Wayne Narucki, a member of the Williams Center board, said all it took was a call to Jarmusch's production company to get him on board for the early screening of the film set in and dedicated to the Passaic County city.
"I felt it was a perfect fit," said Narucki, a Rutherford pediatrician whose own practice -- Red Wheelbarrow Pediatrics -- is named for Williams' 1923 poem "The Red Wheelbarrow," a kind of double reference given the fact that the celebrated imagist poet was also a Rutherford pediatrician and doctor of general medicine. He hopes the screening can draw attention to the Williams Center, a county building that has been the subject of local debate over renovations but whose Center Cinemas movie theater reopened this past summer to screen first-run movies. A main performance space that has been shuttered for three years is in need of repair.

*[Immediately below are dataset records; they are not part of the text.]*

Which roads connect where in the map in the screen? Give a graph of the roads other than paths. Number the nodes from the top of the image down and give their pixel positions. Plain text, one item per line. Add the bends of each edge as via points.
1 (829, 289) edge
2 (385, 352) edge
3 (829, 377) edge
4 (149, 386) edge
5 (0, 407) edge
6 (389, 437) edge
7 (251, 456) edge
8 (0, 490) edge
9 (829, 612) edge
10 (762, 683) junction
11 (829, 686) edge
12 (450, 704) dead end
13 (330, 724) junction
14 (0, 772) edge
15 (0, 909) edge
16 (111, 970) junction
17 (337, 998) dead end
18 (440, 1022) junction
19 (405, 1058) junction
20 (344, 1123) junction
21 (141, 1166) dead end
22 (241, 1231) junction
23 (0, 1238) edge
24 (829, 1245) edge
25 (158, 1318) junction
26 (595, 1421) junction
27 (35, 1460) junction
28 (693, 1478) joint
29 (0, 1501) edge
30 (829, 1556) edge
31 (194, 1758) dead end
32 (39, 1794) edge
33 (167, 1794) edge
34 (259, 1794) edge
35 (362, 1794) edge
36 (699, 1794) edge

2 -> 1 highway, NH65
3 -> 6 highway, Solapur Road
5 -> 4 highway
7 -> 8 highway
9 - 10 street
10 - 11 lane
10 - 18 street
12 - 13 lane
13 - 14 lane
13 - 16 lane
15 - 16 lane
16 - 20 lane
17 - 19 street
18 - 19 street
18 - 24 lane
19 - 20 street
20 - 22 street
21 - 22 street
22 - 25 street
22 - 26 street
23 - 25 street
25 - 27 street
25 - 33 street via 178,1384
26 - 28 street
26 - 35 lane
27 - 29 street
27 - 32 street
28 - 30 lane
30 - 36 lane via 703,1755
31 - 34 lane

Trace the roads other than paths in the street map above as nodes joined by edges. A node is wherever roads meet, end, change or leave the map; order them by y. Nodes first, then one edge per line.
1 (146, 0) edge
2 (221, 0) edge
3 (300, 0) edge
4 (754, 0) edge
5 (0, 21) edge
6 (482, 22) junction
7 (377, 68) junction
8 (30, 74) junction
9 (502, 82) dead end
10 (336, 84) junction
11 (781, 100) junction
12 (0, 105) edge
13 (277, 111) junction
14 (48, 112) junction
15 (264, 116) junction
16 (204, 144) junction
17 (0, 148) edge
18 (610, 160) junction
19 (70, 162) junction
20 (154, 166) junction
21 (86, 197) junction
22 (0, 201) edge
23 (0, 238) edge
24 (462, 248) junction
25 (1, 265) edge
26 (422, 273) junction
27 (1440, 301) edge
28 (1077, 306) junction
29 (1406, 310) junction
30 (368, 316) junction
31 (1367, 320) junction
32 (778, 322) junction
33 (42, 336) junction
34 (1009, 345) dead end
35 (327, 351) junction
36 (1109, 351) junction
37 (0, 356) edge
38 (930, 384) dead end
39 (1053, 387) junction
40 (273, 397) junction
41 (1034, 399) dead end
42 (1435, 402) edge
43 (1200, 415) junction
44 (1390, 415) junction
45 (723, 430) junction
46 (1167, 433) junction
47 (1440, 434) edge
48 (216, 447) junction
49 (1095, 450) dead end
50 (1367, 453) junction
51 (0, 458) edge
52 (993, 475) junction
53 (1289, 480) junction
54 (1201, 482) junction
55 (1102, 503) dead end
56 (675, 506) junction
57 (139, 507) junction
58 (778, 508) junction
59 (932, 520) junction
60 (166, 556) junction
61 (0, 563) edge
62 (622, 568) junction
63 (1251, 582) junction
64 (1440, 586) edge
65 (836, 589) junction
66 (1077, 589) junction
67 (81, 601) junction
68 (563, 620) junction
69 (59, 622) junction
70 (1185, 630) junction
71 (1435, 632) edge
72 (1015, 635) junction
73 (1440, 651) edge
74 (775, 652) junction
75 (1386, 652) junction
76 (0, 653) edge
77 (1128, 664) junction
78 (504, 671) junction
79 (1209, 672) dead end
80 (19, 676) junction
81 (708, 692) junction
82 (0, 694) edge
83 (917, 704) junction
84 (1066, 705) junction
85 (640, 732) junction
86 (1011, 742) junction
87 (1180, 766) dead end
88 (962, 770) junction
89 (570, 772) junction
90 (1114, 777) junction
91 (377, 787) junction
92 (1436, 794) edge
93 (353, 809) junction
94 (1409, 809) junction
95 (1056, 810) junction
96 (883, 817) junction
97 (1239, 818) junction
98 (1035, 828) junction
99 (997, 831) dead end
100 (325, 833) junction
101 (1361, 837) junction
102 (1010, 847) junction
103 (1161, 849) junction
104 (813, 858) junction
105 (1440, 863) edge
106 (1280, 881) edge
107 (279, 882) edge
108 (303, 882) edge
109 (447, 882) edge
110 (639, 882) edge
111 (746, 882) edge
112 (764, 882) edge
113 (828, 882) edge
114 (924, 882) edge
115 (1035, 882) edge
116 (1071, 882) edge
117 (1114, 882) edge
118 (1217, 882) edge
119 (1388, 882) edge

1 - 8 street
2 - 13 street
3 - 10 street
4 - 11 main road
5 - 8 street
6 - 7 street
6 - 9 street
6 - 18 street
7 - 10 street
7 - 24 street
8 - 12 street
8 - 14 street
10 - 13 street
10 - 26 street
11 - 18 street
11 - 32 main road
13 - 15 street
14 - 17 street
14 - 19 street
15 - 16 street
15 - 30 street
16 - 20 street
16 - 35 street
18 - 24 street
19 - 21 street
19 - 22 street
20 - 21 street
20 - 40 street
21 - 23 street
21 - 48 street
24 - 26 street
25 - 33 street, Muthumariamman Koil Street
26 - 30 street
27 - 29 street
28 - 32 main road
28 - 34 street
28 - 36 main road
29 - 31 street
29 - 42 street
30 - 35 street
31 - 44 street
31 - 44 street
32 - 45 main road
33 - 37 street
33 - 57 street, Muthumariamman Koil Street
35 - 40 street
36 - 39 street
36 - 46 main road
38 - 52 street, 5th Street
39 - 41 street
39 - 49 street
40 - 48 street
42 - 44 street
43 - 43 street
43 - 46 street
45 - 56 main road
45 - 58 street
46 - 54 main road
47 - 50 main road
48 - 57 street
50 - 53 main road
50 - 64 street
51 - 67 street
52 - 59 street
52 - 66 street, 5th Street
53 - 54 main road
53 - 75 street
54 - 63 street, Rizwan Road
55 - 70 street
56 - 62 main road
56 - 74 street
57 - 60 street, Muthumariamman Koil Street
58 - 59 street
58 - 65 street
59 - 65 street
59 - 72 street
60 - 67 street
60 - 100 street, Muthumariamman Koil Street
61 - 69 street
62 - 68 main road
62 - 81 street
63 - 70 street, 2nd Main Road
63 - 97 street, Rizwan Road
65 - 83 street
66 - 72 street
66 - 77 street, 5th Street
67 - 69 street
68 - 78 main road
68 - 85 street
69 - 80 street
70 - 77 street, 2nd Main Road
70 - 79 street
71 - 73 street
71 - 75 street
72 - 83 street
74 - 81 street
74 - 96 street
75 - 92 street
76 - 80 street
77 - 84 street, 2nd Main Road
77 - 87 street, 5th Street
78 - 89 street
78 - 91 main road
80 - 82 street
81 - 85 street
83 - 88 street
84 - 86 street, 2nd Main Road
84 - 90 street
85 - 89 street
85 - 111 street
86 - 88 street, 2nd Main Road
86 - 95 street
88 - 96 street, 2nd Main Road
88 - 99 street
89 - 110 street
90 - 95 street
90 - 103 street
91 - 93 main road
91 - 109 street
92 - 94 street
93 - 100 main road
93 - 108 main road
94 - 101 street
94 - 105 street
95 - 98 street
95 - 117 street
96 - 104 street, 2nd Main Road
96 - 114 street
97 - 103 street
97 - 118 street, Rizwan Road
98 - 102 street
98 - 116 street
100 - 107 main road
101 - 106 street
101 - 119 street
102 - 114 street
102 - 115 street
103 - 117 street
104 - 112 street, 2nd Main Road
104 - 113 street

Also in attendance were Ron Padgett, the poet who crafted Paterson's notebook verses in the movie, and Carter Logan, who scored and produced the film.
"Paterson," a film from Amazon Studios distributed by Bleecker Street, premiered at Cannes in May where it was nominated for the film festival's Palme d'Or prize. The movie also stars Golshifteh Farahani as Paterson's artsy, free-spirited wife Laura. Nellie the bulldog, who plays Marvin, the couple's bulldog, posthumously received the festival's Palme Dog award for her performance. Barry Shabaka Henley plays a Paterson bar owner and rapper-actor Method Man briefly appears in one scene as an aspiring rapper practicing his rhymes in a Silk City laundromat.
Paterson the bus driver keeps a framed photo of Williams at his workspace at home, where he writes in his notebook, next to volumes of his and other writers' poetry. In case you weren't sold on the connection between poet and character, he also recites Williams' 1934 poem "This is Just to Say" for Laura and converses with a visitor from Japan who comes to the Great Falls just to see the city that inspired Williams' epic poem.
While Williams extracted poetry from dealings with his patients, Driver's Paterson character seizes on inspiration from the conversations of passengers in his bus or experiences with his wife, a process aided by the fact that he does not own a smartphone (the world seemed to work fine before they existed, he supposes, before he actually finds a use for one).
Paterson sites dotted throughout the film, like the meaningfully positioned words of an epic poem, include the Great Falls -- where the main character likes to sit and pen his verses at lunchtime -- as well as Main and Market streets.
At times the film seems to be a living Wikipedia entry for the city, name-checking its famous sons, like Lou Costello and his statue at Lou Costello Memorial Park.
"Hell, even Fetty Wap don't have no park," says Doc, the bar owner played by Henley, who maintains a tribute wall to all things Paterson.
Other locals who get a shoutout include anarchist and Paterson weaver Gaetano Bresci, who assassinated the king of Italy in 1900; beat poet Allen Ginsberg; and local TV legend "Uncle Floyd" Vivino and his brother, Jimmy Vivino, leader of the house band for "Conan."